写真は高校時代に買った“マイファーストワラビー”。前職のモノ・マガジン時代に、愛用ワラビーが故郷に帰るという企画でクラークスの本国取材を敢行。その際に、出発前のゲートで押さえた一枚だ。ヴァージンアトランティック航空の尾翼が何とも懐かしい。クラークスのソールと言えば、クレープソール。柔らか~なゴムソールだから、レザーソールのようにコツコツと音を立てることなく“夜這い”ができる(笑)。だから英国ではクレープソールのシューズを“プレイボーイシューズ”と呼ぶというのは紛れもない事実。
室内でも靴を脱がない文化が生んだ、何とも彼の国らしいストーリーが垣間見えるのも一興。まさにこれぞ“底上手”である(笑)。 

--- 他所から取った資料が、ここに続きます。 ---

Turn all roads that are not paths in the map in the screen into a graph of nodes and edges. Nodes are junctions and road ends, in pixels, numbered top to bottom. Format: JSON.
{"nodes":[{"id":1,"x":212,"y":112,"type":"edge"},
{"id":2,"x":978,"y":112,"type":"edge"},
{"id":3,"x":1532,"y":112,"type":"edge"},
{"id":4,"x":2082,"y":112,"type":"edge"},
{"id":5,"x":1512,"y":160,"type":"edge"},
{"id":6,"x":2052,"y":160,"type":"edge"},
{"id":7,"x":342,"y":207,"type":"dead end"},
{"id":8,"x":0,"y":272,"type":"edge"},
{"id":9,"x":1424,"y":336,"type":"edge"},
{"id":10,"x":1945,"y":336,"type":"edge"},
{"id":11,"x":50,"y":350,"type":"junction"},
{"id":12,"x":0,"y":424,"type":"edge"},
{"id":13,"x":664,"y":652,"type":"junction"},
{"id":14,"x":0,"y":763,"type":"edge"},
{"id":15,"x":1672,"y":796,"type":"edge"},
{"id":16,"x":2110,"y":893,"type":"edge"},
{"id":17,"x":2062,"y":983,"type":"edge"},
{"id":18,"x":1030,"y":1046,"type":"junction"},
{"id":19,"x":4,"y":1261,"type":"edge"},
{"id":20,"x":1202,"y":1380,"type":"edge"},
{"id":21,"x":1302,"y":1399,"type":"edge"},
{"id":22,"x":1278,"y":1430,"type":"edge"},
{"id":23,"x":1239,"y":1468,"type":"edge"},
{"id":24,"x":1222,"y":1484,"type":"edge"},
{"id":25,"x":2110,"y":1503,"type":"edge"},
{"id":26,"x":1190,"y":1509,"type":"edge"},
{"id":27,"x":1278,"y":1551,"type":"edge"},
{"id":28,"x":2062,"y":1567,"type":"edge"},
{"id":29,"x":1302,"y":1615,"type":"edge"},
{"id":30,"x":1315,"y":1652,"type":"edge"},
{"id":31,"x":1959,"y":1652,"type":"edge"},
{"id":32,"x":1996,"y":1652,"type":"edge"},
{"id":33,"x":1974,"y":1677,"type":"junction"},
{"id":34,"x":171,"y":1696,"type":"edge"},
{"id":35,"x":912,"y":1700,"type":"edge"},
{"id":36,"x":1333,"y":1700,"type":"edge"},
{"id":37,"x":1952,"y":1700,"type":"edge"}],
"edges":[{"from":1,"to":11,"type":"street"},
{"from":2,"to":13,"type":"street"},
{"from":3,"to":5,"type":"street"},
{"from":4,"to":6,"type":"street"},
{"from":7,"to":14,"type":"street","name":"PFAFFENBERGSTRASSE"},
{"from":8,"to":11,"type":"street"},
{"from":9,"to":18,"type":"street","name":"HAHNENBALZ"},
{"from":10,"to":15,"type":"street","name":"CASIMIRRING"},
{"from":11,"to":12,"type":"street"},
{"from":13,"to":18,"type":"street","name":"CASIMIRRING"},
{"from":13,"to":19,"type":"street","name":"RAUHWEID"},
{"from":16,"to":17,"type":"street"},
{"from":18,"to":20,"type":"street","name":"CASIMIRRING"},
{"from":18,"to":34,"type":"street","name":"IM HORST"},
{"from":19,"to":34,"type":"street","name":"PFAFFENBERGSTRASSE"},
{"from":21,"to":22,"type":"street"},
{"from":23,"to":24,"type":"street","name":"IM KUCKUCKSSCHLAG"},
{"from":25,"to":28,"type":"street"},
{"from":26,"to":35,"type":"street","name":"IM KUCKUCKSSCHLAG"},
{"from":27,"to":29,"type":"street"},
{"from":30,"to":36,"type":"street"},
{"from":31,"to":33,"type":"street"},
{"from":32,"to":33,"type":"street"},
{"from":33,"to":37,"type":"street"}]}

足入れしたときの感触はとにかくヤミツキになる。デニムにスラックス、軍パンにスウェットパンツまで、男の基本パンツを全方位カバーする脅威の汎用性はピカイチでね、海外出張には必ずクラークスを履いて出かける、石畳との相性も抜群にいいしね。スエードアッパーにクレープソールのスタイルはずっと変わらない、変わってほしくない。たとえ履き潰しても、同じモノがいつでも買える。
−− そんな変わらないヤツが突如変わった。
今から7年くらい前かな~、全天候型、要は防水仕様にクラークスがアップデートする際、アッパーにゴアテックス、そしてソールにはヴィブラムソールが採用された。長~く愛してきたあのクレープソールが消えたのだ……。雨の日にでも履けること&名作に名ソールが搭載されることに悦を覚えるも、あのソフトな感触が失われてしまうと思うと……(涙)。
−− でもね、足を入れてみると……
表はカリカリ、中はフワフワな行列のできるメロンパンのような、なんとも言えない履き心地♪ クラークスとヴィブラムがタッグを組んで開発したシン・ソールは、真骨頂であるソフトな感触はそのままにグリップ感が高まって、MORE!強靭な足回りに。雨の日にツルっと滑って、あぶね~‼ というのも愛嬌ね、な~んて許してしまっていたクレープソールの難点も、見事に解消してくれたのでした♪
ヴィブラムのソールといえば、おのずと知れた世界を代表するソールメーカー。裏返したときにオーラを放つイエローロゴは、リーバイスの赤タブのような絶対的な安心感があり、定番原理主義者にとっては印籠のようなもの。
ダナーに搭載された#148やレッドウィングの♯4014など、名靴に名底アリ!な最高のマリアージュだ。モノ好きはヴィブラムの名ソールを品番で語るもんね。ニューバランスの♯1300や♯576もそうだけど、オールデンでいえば#990、JMウェストンなら#180……etc.といったように、モデルや木型、カラーを品番で覚え、記号として語られるって名作の証。
 ソールだけで語られているモノといえば、ドットの突起の“ダイナイトソール”、波形の溝を入れた“スペリーソール”があるけれど、“ヴィブラムソール”はさまざまな素材、形状を開発し、名作靴を進化させる名脇役としてずっと機能している。そこが№1ソールブランドとして君臨し続けている所以だろう。
 
今日もモノ好きが集まる編集部は、さまざまな品番やモデル名が会話で飛び交っている。入社3年目、弱冠25歳にしてリペアのスぺシャリストが、ヴィブラムの#2060と#2021の違いについて熱く語っている。そんな若手編集者の声に耳を傾けていると、やはりヴィブラムはいつの時代も“底力”があるんだなぁ、と改めて痛感してしまうのだった。
光木拓也 Begin クリエイティブディレクター

1977年生まれ。ワールドフォトプレス『monoマガジン』編集部を経て2006年に世界文化社(現・世界文化ホールディングス)入社。以来『Begin』一筋で主にファッションを担当し、2017年~2021年まで10代目Begin編集長。現在はメディアをまたいで新規事業開発に注力。ジャンル別に100の傑作品をギュッとまとめた『100 BASICS』シリーズの編集長も務める。